Back to the hood?
On the topic of God doing for me what I cannot do for myself, it looks as though the household will be going its separate ways when the lease expires in July. Yeah, it’s been fun, sort of. Well, not really. It was great hanging out down at Muddy’s at Church and Market, and hmmm… I have a motorcycle which I usually ride down to Muddy’s anyway. I could keep doing that no matter where I live. I come back here pretty much just to sleep and do laundry.
So basically I have no attachment to this place. As fabulous as it is, who cares? I don’t like tiptoeing around housemates, that’s for damn sure.
So what’s next? I’m talking to a mortgage broker about buying a house. That would be totally insane, but, well, totally sane. We’ll see if I can get into an equity-generating situation. That would rock. So who cares if I have even less money liquid than I do now? And it could be the sort of place that needs work, too. If plumbing and wiring become my new hobbies, well, that’s OK. And who cares what neighborhood it would be in if i can just head out on the bike?
If that doesn’t work out, I get to make some choices. I could stay at a similar level of cash outlay that I’m spending now and live in a nice 2BR in a good neighborhood. That sounds pretty good.
or—here’s where I scare my friends and family—I could go back to my old place. Yes, I got beat up there, sure. But I have a motorcycle now.

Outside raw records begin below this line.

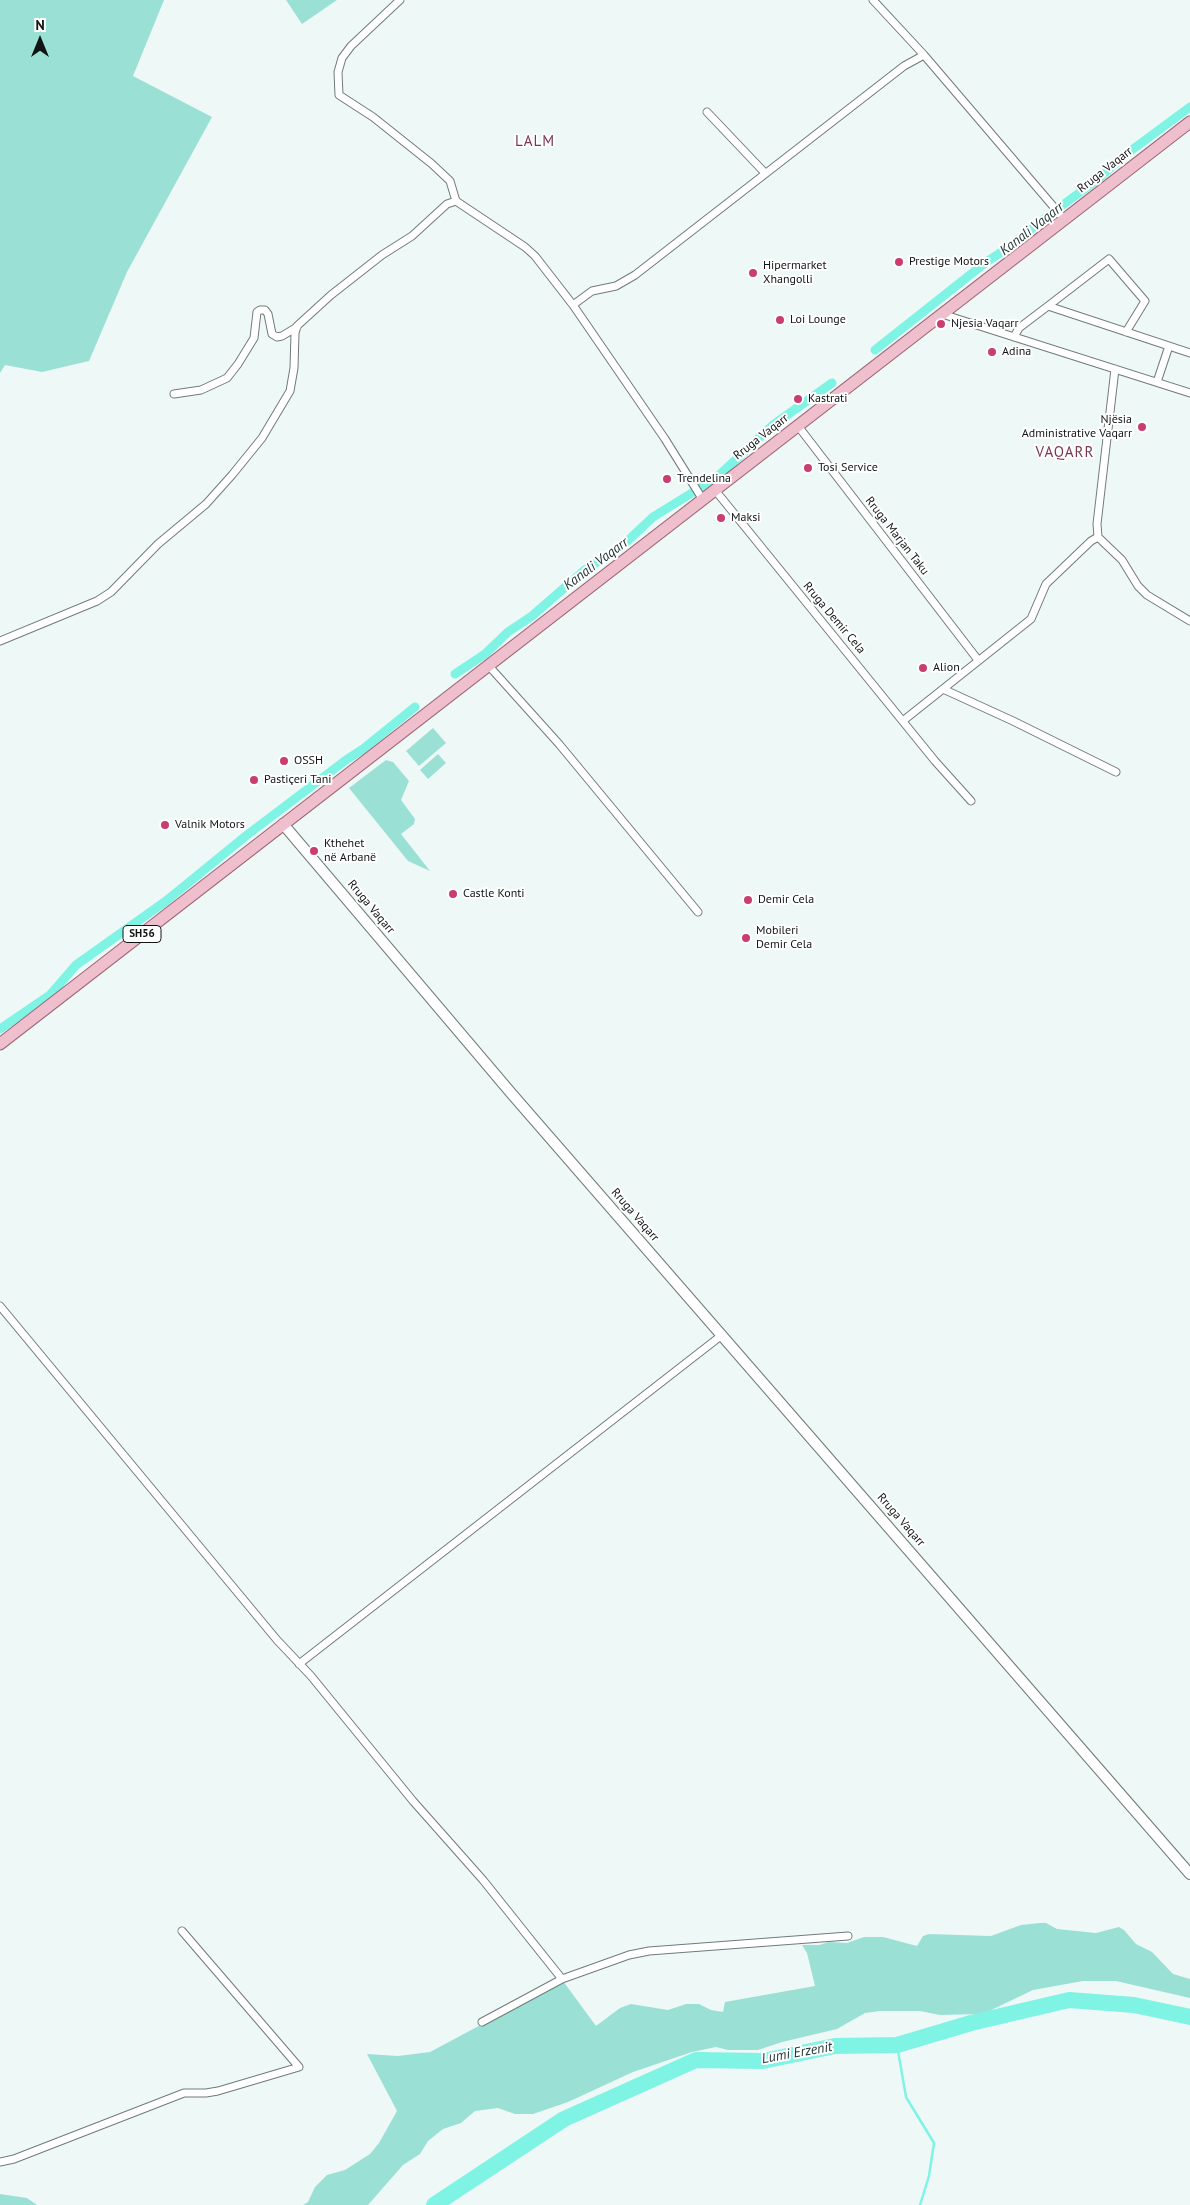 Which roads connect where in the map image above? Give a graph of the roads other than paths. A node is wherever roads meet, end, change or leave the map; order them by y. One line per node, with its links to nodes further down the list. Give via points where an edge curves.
1 (400, 0): 7 (street, via 342,58 338,72 340,95 432,164 450,181)
2 (873, 0): 3 (street)
3 (924, 55): 6 (street, via 904,66); 8 (street)
4 (707, 112): 6 (street)
5 (1190, 122): 8 (main road, Rruga Vaqarr / SH56)
6 (765, 173): 9 (street, via 635,275 616,286 592,291)
7 (456, 201): 9 (street, via 525,247); 12 (street, via 447,204 412,236 331,295)
8 (1061, 216): 11 (main road, Rruga Vaqarr / SH56)
9 (573, 305): 23 (street)
10 (1048, 306): 13 (street); 13 (street, via 1109,259 1145,301); 14 (street, via 1019,328)
11 (942, 314): 14 (street); 21 (main road, Rruga Vaqarr / SH56)
12 (297, 326): 20 (street, via 277,337 272,334 268,314 260,310 257,312 254,338 227,378 201,390); 26 (street, via 290,391 262,438 220,488 111,592)
13 (1126, 332): 15 (street)
14 (1014, 337): 17 (street)
15 (1169, 346): 16 (street); 18 (street)
16 (1190, 353)
17 (1115, 369): 18 (street); 24 (street)
18 (1157, 382): 19 (street)
19 (1190, 393)
20 (174, 394)
21 (798, 426): 22 (main road, Rruga Vaqarr / SH56); 27 (street, Rruga Marjan Taku)
22 (716, 490): 23 (main road, Rruga Vaqarr / SH56); 30 (street, Rruga Demir Cela)
23 (701, 496): 28 (main road, Rruga Vaqarr / SH56)
24 (1098, 537): 25 (street, via 1122,560 1147,595); 27 (street, via 1046,584 1031,619)
25 (1190, 621)
26 (0, 641)
27 (978, 660): 29 (street)
28 (488, 665): 33 (main road, Rruga Vaqarr / SH56); 34 (street, via 559,744)
29 (942, 689): 30 (street); 31 (street)
30 (904, 720): 32 (street, Rruga Demir Cela)
31 (1116, 772)
32 (971, 801)
33 (283, 824): 35 (main road, SH56); 37 (main road, Rruga Vaqarr)
34 (698, 912)
35 (0, 1044)
36 (0, 1306): 38 (street)
37 (722, 1335): 38 (street); 39 (main road, Rruga Vaqarr)
38 (299, 1664): 42 (street, via 483,1880)
39 (1190, 1874)
40 (182, 1931): 44 (street, via 299,2067 218,2091 184,2093)
41 (848, 1936): 42 (street, via 649,1951)
42 (562, 1979): 43 (street)
43 (482, 2022)
44 (0, 2162)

So I could drive right in to the garage instead of being out on the streets after midnight. I talked to my old landlady tonight just to feel out the option. The old apartment has been totally refurbished and now has new floors that resemble hardwood. That actually sounds pretty good to me, but she said that she’d let me back in at the rate I was paying when I moved out. That means my monthly expenses would go down by over one thousand dollars.
One thousand dollars. Every month.
What could I do with a thousand dollars? Let me see… save it, pay off debts, travel more, buy that new bigger motorcycle I already want. It’s far from a perfect option, moving back to the Excelsior, but it’s not without it’s benefits.
Oh well, no decisions yet. I have time to explore my options. It’s nice to have options.